RE: The Euphorian Way
Hello SR.Williamson,
>But one of the primary dreams of OOP was to enable code re-use, no
>matter if you're writing accounting, GUIs, games, simulations
>(especially useful for simulations). I think the Eu includes work BETTER in
>some ways for code re-use, but some things they just don't get at.
>
>For example, I cut my simulation teeth on a traffic simulator in school,
>written in something called SLAM-II. This was even before C++, back in the
>80s. But you could define an object ( a car or a redlight, for example)

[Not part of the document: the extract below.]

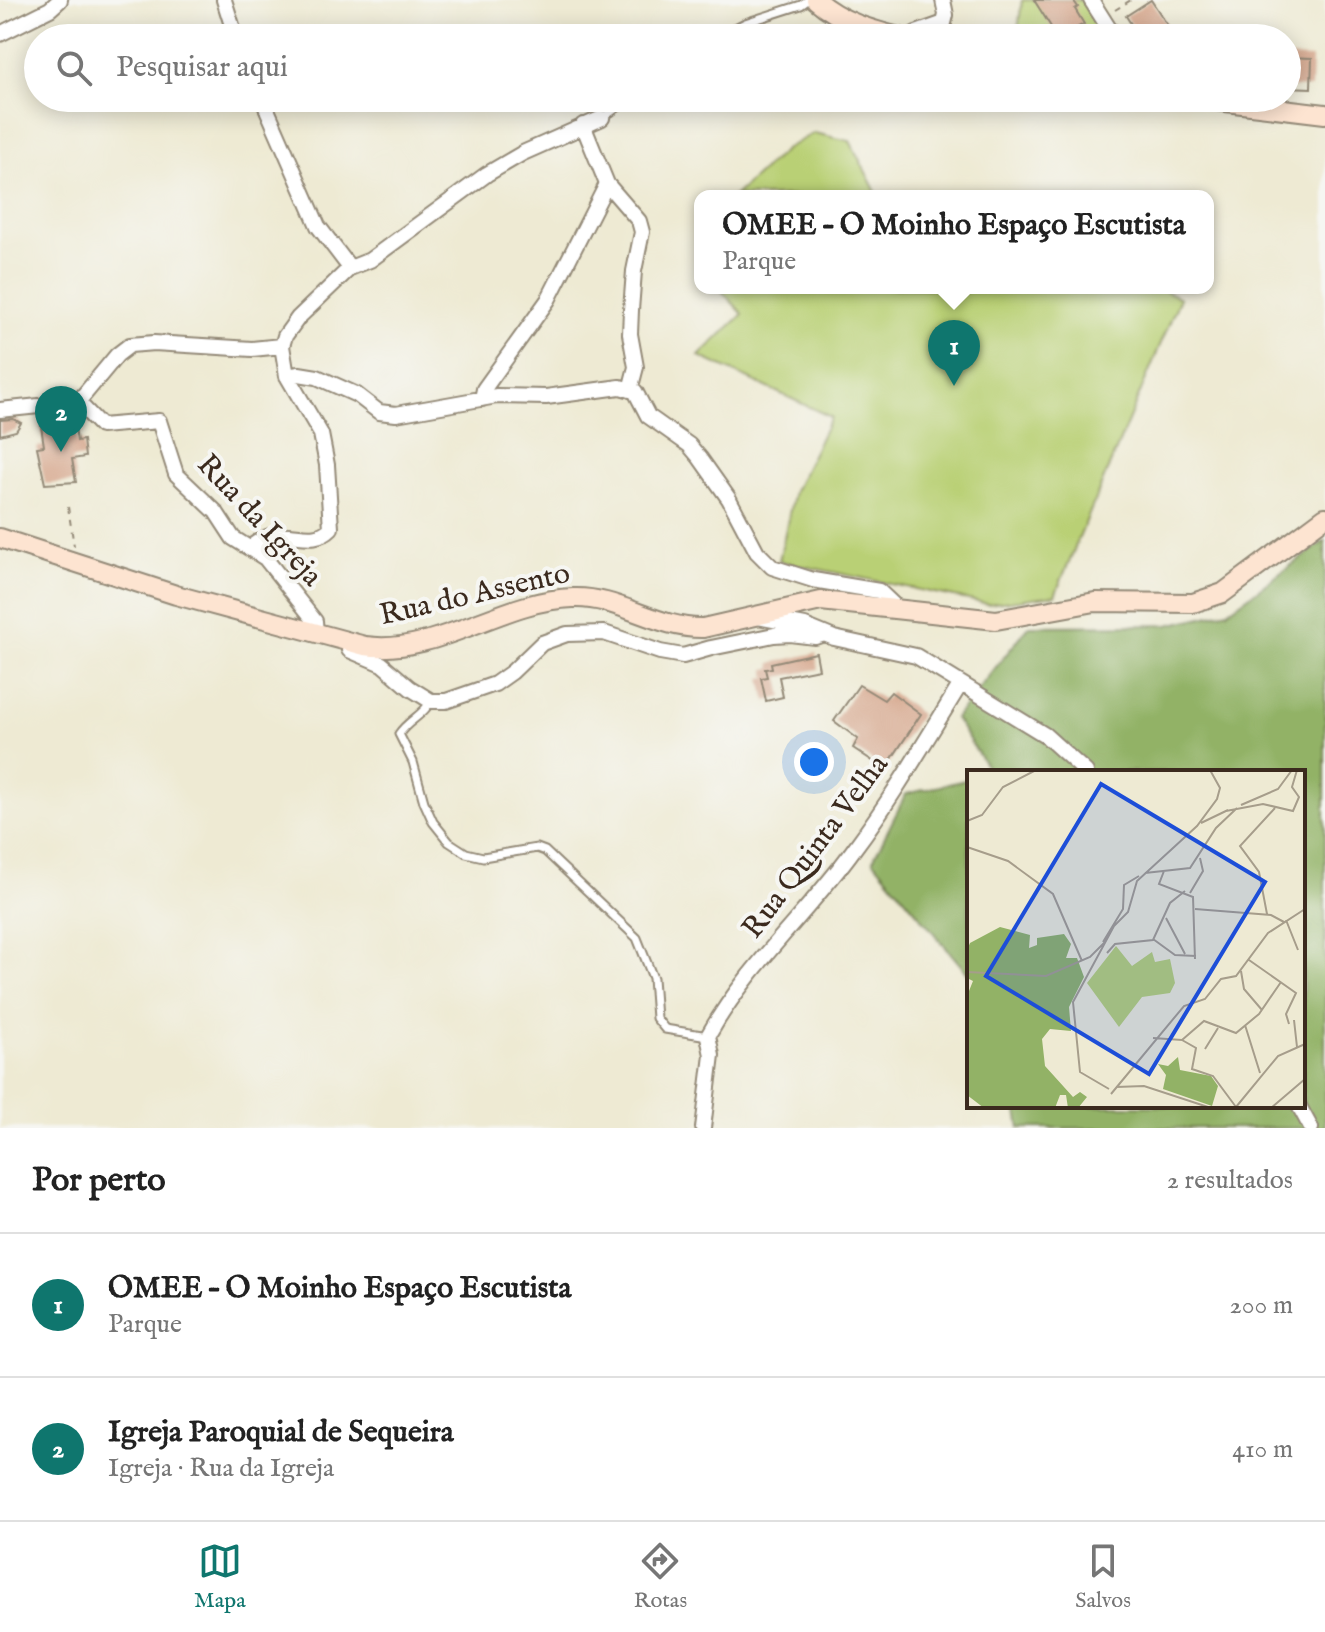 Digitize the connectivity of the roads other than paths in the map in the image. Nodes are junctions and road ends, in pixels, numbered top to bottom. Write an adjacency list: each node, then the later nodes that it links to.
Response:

>that would have specific attributes. But you couldn't change just one
>attribute ( e.g. make all lights have a minimum red of 1 minute) and have
>it filter to all lights. You had to change each one by hand. Fine for the
>academic exercise, since we only had to simulate 3
>lights. But for a real simulation, with maybe 100 or more, it would be
>exhausting.
>
>In C++, I can make that change. In Eu, AFAIK, I have to do it by hand
>again, though I suspect there might be a way to avoid that if you're
>clever.
There is if you use LOOP lib: my Euphoria OOP library. It doesn't
take too much cleverness either. :) When you create a property or
assign an already created property to a new class, you are required
to provide a default value. You supply the value that you think
would be the most common for that particular class. An example:
constant TrafficLight = NewClass(0) -- 0 means now superclass
constant MinRedTime = NewProp( 60 ) -- seconds
Now all objects created of the class "TrafficLight" have the default value
of 60 in their 'MinRedTime' property unless you change it.
Other convieniences of LOOP include:
changing property values at object-creation-time
Setting more than 1 property at a time;
Getting more than 1 property at a time.